- [Problem]:
Check each line of the entries. Copy the ones that contain the string "main".

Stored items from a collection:
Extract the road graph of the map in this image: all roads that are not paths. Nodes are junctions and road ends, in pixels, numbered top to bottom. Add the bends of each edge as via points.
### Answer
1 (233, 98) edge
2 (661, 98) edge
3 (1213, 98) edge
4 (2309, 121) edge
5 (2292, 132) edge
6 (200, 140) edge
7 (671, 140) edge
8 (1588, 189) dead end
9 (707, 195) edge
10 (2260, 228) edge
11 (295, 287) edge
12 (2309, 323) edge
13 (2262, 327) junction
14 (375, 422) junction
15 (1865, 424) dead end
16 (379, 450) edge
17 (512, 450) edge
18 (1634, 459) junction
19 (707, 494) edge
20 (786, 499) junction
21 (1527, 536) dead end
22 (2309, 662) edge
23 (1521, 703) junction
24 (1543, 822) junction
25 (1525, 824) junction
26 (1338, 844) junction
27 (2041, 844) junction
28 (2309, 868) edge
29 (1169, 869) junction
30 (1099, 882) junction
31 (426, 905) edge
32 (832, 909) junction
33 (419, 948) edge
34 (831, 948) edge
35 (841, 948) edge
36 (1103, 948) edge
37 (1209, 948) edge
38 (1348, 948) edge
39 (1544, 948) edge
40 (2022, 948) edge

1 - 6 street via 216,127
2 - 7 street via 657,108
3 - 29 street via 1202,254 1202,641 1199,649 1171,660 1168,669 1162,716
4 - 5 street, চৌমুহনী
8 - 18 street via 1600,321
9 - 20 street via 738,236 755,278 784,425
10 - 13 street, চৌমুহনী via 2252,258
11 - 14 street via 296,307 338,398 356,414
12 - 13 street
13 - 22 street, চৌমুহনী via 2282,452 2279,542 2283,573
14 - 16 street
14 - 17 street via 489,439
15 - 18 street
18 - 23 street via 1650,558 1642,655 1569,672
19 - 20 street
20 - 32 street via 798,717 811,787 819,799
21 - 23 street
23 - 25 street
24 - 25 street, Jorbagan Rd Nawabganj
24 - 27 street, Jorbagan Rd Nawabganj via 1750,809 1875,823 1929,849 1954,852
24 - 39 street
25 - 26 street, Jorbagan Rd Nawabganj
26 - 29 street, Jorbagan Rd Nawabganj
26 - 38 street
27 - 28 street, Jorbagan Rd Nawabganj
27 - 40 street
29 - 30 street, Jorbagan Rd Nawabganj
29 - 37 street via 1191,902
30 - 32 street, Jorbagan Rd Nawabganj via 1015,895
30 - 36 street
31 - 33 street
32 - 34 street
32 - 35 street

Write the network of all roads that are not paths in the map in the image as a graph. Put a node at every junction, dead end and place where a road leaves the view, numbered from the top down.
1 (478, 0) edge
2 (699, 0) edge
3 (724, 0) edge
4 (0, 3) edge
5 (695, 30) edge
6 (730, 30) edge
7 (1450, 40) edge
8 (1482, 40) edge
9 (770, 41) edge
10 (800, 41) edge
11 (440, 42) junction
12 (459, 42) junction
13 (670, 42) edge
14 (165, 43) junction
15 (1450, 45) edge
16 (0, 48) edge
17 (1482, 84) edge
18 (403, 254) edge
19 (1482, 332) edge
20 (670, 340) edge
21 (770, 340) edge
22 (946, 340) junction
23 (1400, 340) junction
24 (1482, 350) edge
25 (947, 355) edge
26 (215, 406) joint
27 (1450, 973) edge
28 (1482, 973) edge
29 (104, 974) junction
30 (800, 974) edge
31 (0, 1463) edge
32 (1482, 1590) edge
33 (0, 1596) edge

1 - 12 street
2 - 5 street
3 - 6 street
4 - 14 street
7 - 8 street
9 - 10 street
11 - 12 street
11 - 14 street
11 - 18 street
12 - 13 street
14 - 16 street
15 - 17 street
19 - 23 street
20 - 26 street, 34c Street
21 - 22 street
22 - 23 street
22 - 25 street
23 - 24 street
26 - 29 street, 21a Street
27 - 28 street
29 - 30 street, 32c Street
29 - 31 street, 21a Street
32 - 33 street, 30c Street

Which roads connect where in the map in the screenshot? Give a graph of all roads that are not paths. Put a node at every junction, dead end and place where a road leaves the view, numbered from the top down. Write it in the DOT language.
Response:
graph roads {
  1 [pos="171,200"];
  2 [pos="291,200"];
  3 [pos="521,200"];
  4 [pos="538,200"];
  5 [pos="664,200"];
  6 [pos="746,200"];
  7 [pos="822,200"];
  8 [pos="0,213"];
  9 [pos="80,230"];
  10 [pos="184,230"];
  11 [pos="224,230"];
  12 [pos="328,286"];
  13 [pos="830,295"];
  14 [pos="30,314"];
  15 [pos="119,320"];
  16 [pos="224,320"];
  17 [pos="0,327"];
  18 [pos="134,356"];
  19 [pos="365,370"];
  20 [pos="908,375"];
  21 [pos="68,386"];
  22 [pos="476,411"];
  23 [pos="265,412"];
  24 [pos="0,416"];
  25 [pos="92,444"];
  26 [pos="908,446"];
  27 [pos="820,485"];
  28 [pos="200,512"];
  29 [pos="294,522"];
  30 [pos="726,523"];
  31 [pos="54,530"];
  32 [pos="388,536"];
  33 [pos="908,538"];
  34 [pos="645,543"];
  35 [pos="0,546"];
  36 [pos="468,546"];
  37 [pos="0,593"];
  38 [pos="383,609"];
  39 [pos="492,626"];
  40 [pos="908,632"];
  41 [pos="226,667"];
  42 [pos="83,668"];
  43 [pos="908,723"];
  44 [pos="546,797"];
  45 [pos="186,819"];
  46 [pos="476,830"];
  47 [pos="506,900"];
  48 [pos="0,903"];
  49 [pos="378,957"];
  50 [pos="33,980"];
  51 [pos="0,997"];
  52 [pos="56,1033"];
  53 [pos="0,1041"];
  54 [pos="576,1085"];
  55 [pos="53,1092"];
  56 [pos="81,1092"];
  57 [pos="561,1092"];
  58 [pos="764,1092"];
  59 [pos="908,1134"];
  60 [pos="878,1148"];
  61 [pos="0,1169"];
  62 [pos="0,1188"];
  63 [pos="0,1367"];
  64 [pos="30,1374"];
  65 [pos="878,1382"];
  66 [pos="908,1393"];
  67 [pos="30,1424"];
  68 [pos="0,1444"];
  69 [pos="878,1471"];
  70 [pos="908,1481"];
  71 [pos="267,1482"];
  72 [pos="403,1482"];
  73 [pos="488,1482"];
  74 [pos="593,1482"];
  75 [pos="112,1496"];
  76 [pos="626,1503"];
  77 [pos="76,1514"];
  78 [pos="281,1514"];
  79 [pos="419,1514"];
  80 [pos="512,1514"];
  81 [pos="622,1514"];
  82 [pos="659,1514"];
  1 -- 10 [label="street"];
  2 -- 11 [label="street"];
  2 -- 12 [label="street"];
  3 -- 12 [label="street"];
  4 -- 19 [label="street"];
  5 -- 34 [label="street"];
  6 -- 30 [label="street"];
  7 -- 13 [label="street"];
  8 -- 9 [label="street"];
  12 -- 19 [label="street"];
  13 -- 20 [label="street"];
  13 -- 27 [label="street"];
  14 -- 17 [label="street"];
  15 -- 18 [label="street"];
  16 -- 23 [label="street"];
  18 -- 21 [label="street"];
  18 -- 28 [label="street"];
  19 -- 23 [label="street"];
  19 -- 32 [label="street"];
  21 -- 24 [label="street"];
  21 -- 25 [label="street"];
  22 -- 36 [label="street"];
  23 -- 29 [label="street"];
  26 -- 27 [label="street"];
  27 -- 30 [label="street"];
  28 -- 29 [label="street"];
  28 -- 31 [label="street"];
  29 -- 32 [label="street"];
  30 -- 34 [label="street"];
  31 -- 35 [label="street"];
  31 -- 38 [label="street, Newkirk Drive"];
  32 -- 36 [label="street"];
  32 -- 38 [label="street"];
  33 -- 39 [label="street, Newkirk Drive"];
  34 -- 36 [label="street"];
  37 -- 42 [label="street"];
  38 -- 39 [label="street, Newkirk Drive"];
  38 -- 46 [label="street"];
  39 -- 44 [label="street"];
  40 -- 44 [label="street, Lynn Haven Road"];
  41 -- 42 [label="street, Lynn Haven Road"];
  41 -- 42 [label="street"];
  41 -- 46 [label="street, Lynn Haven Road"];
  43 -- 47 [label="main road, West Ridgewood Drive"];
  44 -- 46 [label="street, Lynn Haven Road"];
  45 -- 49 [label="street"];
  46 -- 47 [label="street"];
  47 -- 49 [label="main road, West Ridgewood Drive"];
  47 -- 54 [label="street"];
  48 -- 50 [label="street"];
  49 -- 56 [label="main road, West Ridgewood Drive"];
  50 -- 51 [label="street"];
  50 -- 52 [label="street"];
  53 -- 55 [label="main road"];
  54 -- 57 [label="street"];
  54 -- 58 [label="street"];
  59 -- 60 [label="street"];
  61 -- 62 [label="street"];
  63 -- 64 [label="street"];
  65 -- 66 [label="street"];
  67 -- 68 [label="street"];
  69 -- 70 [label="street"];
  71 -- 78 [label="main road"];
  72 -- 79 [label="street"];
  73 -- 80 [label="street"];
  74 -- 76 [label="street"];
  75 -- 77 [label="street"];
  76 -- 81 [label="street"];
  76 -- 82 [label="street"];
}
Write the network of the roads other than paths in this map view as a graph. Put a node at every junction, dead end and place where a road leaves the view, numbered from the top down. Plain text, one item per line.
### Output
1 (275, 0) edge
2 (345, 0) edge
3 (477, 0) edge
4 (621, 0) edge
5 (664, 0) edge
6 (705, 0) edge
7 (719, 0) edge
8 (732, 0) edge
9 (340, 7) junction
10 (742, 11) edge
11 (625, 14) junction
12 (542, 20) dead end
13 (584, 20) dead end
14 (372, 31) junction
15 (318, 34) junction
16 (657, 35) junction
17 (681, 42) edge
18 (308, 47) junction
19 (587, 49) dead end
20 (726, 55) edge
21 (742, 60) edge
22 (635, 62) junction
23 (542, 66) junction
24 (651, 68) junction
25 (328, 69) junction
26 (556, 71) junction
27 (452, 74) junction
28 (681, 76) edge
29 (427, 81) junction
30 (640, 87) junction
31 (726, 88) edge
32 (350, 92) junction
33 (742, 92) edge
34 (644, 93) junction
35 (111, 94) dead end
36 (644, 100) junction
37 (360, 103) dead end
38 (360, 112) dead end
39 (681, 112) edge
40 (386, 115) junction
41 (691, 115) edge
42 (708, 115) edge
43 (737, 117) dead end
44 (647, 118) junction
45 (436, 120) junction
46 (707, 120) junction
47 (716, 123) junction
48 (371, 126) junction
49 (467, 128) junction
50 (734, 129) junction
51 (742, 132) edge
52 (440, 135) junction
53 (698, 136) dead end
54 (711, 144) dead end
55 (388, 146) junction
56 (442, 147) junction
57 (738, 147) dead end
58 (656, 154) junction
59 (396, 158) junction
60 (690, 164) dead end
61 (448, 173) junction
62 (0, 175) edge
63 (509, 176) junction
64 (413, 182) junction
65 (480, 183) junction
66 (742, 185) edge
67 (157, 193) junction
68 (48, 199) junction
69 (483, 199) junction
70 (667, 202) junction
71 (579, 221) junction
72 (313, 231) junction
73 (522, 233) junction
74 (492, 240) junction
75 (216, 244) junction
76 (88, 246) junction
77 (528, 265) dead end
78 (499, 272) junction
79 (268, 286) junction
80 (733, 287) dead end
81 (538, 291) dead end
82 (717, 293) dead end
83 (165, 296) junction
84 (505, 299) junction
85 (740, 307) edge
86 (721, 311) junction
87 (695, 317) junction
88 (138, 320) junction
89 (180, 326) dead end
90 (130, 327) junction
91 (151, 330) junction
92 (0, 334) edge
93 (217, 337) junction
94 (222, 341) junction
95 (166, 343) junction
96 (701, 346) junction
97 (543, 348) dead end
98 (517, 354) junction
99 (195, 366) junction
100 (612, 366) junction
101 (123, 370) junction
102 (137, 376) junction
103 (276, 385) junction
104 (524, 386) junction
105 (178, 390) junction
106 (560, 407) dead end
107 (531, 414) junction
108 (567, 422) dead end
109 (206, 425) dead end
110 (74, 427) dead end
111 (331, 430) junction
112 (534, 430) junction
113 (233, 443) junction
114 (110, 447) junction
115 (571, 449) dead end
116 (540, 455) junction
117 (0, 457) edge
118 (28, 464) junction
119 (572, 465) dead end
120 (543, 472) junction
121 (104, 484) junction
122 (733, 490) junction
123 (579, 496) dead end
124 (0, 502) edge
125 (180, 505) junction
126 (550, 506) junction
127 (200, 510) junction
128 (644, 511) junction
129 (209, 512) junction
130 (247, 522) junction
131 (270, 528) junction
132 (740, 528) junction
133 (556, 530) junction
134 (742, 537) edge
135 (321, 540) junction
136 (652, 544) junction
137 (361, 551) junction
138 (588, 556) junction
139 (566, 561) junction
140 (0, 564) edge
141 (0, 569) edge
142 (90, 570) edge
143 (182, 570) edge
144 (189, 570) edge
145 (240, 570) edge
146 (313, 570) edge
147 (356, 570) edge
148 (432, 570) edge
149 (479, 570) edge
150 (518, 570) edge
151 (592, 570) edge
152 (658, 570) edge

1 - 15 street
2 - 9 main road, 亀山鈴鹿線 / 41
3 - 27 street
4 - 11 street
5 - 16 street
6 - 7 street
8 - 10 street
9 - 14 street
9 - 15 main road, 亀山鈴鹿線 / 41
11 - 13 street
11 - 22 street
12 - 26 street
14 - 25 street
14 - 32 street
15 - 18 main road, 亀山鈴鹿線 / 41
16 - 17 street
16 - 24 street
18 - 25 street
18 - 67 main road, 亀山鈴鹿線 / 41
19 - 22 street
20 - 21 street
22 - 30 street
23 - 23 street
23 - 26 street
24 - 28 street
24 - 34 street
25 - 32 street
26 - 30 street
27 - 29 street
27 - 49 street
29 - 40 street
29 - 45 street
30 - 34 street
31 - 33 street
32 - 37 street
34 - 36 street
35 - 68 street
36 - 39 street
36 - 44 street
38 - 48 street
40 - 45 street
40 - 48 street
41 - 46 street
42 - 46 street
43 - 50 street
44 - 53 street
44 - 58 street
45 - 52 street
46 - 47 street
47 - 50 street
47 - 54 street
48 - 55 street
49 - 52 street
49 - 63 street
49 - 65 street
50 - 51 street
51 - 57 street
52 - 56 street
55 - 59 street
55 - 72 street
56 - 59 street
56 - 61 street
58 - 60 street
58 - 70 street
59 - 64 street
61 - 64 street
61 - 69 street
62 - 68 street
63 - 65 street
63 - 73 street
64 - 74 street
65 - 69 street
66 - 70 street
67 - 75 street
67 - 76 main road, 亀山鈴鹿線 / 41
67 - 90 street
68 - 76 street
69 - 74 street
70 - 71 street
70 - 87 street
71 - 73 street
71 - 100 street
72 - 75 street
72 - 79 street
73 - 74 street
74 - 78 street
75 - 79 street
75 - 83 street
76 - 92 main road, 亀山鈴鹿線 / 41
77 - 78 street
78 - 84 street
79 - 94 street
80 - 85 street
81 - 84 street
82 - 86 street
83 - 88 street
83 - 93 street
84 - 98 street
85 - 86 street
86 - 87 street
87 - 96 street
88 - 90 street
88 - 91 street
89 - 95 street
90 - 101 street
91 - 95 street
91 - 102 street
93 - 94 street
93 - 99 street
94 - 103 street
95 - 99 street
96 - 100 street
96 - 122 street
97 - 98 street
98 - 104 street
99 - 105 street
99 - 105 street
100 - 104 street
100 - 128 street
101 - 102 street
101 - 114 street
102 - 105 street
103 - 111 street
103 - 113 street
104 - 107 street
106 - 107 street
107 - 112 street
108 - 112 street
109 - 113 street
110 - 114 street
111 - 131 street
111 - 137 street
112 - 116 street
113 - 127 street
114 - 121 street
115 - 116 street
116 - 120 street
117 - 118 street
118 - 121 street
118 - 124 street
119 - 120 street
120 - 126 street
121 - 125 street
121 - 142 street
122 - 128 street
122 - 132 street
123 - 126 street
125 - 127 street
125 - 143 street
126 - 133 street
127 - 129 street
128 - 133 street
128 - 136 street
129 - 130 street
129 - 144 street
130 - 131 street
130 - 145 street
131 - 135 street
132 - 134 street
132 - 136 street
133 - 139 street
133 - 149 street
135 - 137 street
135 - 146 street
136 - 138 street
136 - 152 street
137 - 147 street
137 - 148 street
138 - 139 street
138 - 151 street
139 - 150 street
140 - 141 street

- [Solution for this problem]:
  43 -- 47 [label="main road, West Ridgewood Drive"];
  47 -- 49 [label="main road, West Ridgewood Drive"];
  49 -- 56 [label="main road, West Ridgewood Drive"];
  53 -- 55 [label="main road"];
  71 -- 78 [label="main road"];
2 - 9 main road, 亀山鈴鹿線 / 41
9 - 15 main road, 亀山鈴鹿線 / 41
15 - 18 main road, 亀山鈴鹿線 / 41
18 - 67 main road, 亀山鈴鹿線 / 41
67 - 76 main road, 亀山鈴鹿線 / 41
76 - 92 main road, 亀山鈴鹿線 / 41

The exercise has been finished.